# Goal of the exercise:
A word-for-word copy of the whole listing is the required answer.
+===+
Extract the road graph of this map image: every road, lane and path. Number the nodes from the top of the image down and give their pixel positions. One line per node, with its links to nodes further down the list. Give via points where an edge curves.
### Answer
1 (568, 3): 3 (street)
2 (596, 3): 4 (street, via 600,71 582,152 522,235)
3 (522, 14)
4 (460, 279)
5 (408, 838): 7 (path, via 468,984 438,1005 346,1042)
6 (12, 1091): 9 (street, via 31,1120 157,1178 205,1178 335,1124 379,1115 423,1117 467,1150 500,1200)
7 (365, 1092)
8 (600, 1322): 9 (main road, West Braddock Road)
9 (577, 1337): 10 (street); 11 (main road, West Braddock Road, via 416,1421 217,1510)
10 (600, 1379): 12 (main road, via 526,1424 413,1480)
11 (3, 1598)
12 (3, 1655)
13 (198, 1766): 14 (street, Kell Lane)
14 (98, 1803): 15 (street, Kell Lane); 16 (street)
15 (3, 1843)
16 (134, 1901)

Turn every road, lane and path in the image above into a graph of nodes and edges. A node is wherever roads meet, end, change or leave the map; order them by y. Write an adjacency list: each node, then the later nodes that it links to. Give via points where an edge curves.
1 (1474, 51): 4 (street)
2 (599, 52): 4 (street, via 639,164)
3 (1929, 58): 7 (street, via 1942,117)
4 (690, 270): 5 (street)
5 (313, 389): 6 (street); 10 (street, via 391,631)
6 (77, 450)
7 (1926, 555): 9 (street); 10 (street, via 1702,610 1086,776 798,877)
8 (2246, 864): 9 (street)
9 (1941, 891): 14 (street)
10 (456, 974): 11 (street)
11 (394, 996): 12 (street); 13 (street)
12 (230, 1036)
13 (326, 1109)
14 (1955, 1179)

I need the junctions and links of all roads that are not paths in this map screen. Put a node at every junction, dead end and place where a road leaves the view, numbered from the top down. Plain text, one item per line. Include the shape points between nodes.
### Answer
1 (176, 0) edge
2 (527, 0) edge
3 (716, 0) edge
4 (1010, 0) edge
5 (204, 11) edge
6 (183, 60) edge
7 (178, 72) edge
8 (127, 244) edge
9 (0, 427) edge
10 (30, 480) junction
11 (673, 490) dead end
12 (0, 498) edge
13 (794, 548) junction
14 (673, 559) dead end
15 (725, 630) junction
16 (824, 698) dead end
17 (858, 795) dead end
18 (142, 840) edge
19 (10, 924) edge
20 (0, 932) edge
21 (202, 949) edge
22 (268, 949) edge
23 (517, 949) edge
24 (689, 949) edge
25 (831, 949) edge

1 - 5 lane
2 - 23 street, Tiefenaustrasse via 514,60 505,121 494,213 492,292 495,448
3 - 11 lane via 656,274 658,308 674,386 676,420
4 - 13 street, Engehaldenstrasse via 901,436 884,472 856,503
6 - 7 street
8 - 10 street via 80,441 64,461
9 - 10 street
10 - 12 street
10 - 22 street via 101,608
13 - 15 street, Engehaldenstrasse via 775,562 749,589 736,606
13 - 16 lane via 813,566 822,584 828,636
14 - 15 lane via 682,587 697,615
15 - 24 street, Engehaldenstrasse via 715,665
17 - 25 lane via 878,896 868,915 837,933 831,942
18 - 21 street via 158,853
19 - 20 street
+===+
# Exercise answer:
Extract the road graph of this map image: every road, lane and path. Number the nodes from the top of the image down and give their pixel positions. One line per node, with its links to nodes further down the list. Give via points where an edge curves.
### Answer
1 (568, 3): 3 (street)
2 (596, 3): 4 (street, via 600,71 582,152 522,235)
3 (522, 14)
4 (460, 279)
5 (408, 838): 7 (path, via 468,984 438,1005 346,1042)
6 (12, 1091): 9 (street, via 31,1120 157,1178 205,1178 335,1124 379,1115 423,1117 467,1150 500,1200)
7 (365, 1092)
8 (600, 1322): 9 (main road, West Braddock Road)
9 (577, 1337): 10 (street); 11 (main road, West Braddock Road, via 416,1421 217,1510)
10 (600, 1379): 12 (main road, via 526,1424 413,1480)
11 (3, 1598)
12 (3, 1655)
13 (198, 1766): 14 (street, Kell Lane)
14 (98, 1803): 15 (street, Kell Lane); 16 (street)
15 (3, 1843)
16 (134, 1901)

Turn every road, lane and path in the image above into a graph of nodes and edges. A node is wherever roads meet, end, change or leave the map; order them by y. Write an adjacency list: each node, then the later nodes that it links to. Give via points where an edge curves.
1 (1474, 51): 4 (street)
2 (599, 52): 4 (street, via 639,164)
3 (1929, 58): 7 (street, via 1942,117)
4 (690, 270): 5 (street)
5 (313, 389): 6 (street); 10 (street, via 391,631)
6 (77, 450)
7 (1926, 555): 9 (street); 10 (street, via 1702,610 1086,776 798,877)
8 (2246, 864): 9 (street)
9 (1941, 891): 14 (street)
10 (456, 974): 11 (street)
11 (394, 996): 12 (street); 13 (street)
12 (230, 1036)
13 (326, 1109)
14 (1955, 1179)

I need the junctions and links of all roads that are not paths in this map screen. Put a node at every junction, dead end and place where a road leaves the view, numbered from the top down. Plain text, one item per line. Include the shape points between nodes.
### Answer
1 (176, 0) edge
2 (527, 0) edge
3 (716, 0) edge
4 (1010, 0) edge
5 (204, 11) edge
6 (183, 60) edge
7 (178, 72) edge
8 (127, 244) edge
9 (0, 427) edge
10 (30, 480) junction
11 (673, 490) dead end
12 (0, 498) edge
13 (794, 548) junction
14 (673, 559) dead end
15 (725, 630) junction
16 (824, 698) dead end
17 (858, 795) dead end
18 (142, 840) edge
19 (10, 924) edge
20 (0, 932) edge
21 (202, 949) edge
22 (268, 949) edge
23 (517, 949) edge
24 (689, 949) edge
25 (831, 949) edge

1 - 5 lane
2 - 23 street, Tiefenaustrasse via 514,60 505,121 494,213 492,292 495,448
3 - 11 lane via 656,274 658,308 674,386 676,420
4 - 13 street, Engehaldenstrasse via 901,436 884,472 856,503
6 - 7 street
8 - 10 street via 80,441 64,461
9 - 10 street
10 - 12 street
10 - 22 street via 101,608
13 - 15 street, Engehaldenstrasse via 775,562 749,589 736,606
13 - 16 lane via 813,566 822,584 828,636
14 - 15 lane via 682,587 697,615
15 - 24 street, Engehaldenstrasse via 715,665
17 - 25 lane via 878,896 868,915 837,933 831,942
18 - 21 street via 158,853
19 - 20 street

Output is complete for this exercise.